Mesmo após a proibição da tirzepatida (Mounjaro), usada nas chamadas “canetas emagrecedoras do Paraguai”, ainda há grupos e links nas redes sociais que vendem esses produtos de forma ilegal. Conforme decisão publicada no Diário Oficial da União nesta quarta-feira (21), a Agência Nacional de Vigilância Sanitária (Anvisa) proibiu a fabricação, importação, venda, distribuição e propaganda da substância, além de determinar a apreensão dos produtos.

De acordo com a agência, a tirzepatida proibida é das marcas Synedica e TG, sendo os mesmos produtos vendidos em milhares de grupos de WhatsApp. A reportagem da Itatiaia teve acesso a um desses grupos, nos quais as canetas emagrecedoras são vendidas em caixas de isopor, em seringas sem armazenamento adequado e, muitas vezes, são entregues por delivery em poucas horas para diversas regiões de Belo Horizonte.

Os valores das canetas variam de R$ 120 a R$ 400, dependendo da dosagem.

O produto indicado para o tratamento de diabetes tipo 2 e obesidade é produzido pela farmacêutica Eli Lilly, com sede nos Estados Unidos, sendo uma das maiores empresas farmacêuticas do mundo. Em uma pesquisa na internet, a reportagem constatou que o tratamento mensal, com a caixa contendo quatro canetas emagrecedoras, tem preços que variam de R$ 1,7 mil a R$ 3,6 mil.
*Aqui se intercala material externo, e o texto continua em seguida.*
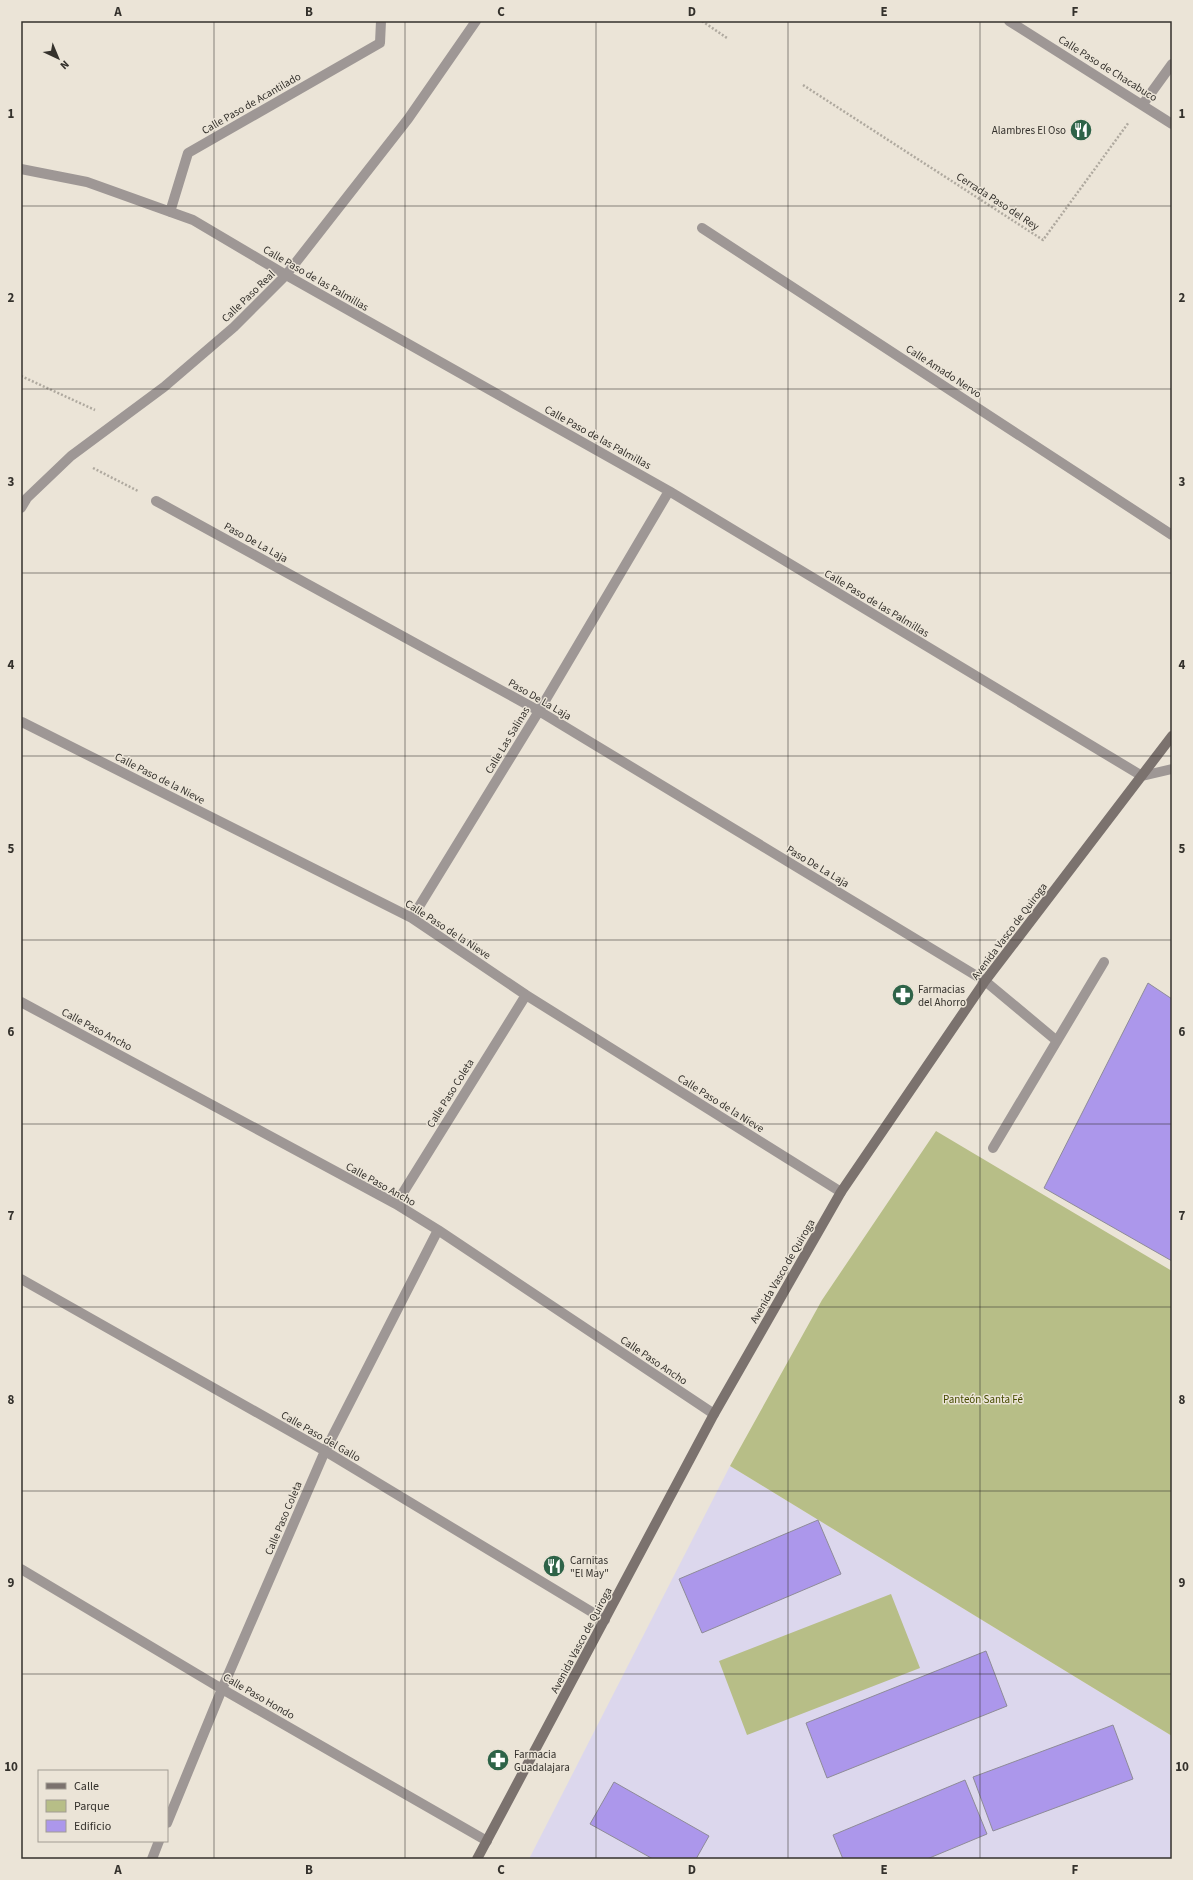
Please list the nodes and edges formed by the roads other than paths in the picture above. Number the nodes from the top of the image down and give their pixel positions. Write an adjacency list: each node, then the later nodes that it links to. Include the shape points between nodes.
1 (381, 21): 8 (street, Calle Paso de Acantilado, via 380,43 188,152)
2 (476, 21): 10 (street, Calle Paso Real, via 408,119)
3 (1009, 21): 5 (street, Calle Paso de Chacabuco)
4 (1172, 64): 5 (street)
5 (1143, 104): 6 (street, Calle Paso de Chacabuco)
6 (1172, 124)
7 (21, 169): 8 (street, Calle Paso de las Palmillas, via 87,182)
8 (170, 212): 10 (street, Calle Paso de las Palmillas, via 193,220)
9 (702, 228): 14 (street, Calle Amado Nervo)
10 (286, 275): 11 (street, Calle Paso de las Palmillas); 13 (street, Calle Paso Real, via 234,327 164,387 71,456 27,498)
11 (669, 491): 15 (street, Calle Las Salinas); 19 (street, Calle Paso de las Palmillas)
12 (156, 501): 15 (street, Paso De La Laja)
13 (21, 508)
14 (1172, 535)
15 (539, 711): 20 (street, Calle Las Salinas); 22 (street, Paso De La Laja)
16 (22, 722): 20 (street, Calle Paso de la Nieve)
17 (1172, 736): 19 (main road, Avenida Vasco de Quiroga)
18 (1172, 769): 19 (street)
19 (1142, 776): 22 (main road, Avenida Vasco de Quiroga)
20 (412, 918): 23 (street, Calle Paso de la Nieve)
21 (1104, 962): 25 (street)
22 (985, 981): 25 (street, Paso De La Laja); 27 (main road, Avenida Vasco de Quiroga)
23 (526, 995): 27 (street, Calle Paso de la Nieve); 28 (street, Calle Paso Coleta)
24 (21, 1002): 28 (street, Calle Paso Ancho)
25 (1057, 1041): 26 (street)
26 (993, 1148)
27 (841, 1192): 31 (main road, Avenida Vasco de Quiroga)
28 (396, 1204): 29 (street, Calle Paso Ancho)
29 (438, 1230): 31 (street, Calle Paso Ancho); 32 (street, Calle Paso Coleta)
30 (21, 1279): 32 (street, Calle Paso del Gallo)
31 (714, 1414): 34 (main road, Avenida Vasco de Quiroga)
32 (325, 1451): 34 (street, Calle Paso del Gallo); 35 (street, Calle Paso Coleta)
33 (21, 1569): 35 (street, Calle Paso Hondo)
34 (605, 1620): 37 (main road, Avenida Vasco de Quiroga)
35 (222, 1689): 36 (street, Calle Paso Coleta); 37 (street, Calle Paso Hondo)
36 (168, 1820)
37 (487, 1841): 40 (main road, Avenida Vasco de Quiroga)
38 (159, 1842): 39 (street)
39 (152, 1859)
40 (477, 1859)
Em outro grupo ao qual a Itatiaia teve acesso, com mais de 600 integrantes, em sua maioria mulheres, um dos vendedores descreve como a pessoa deve utilizar o produto.

Ele ainda alerta: “a pessoa não pode ingerir bebida alcoólica”; “eu aconselho a pessoa a tomar primeiro 2,5 mg, para ver a reação”. Em outro momento, ele acrescenta: “fico aguardando seu retorno, porque aí faço seu pedido e o mototáxi entrega na sua casa”.

No mesmo grupo, os vendedores comercializam a substância em frascos ou seringas e “vendem os produtos na promoção”.

“Tenho caixa também na promoção, com quatro ampolas e dosagem. Tudo na promoção, meninas, todas magras e gostosas. Recebi muitas reposições”, descreve um vendedor que administra um grupo.

Os compradores ainda enviam os comprovantes e também fotos de antes e depois. Muitas mulheres também questionam quando será a próxima “entrega” e pedem para adicionar amigas ao grupo clandestino.

Imagem de Inteligência Artificial para vender os produtos ilegais em grupos de WhatsApp.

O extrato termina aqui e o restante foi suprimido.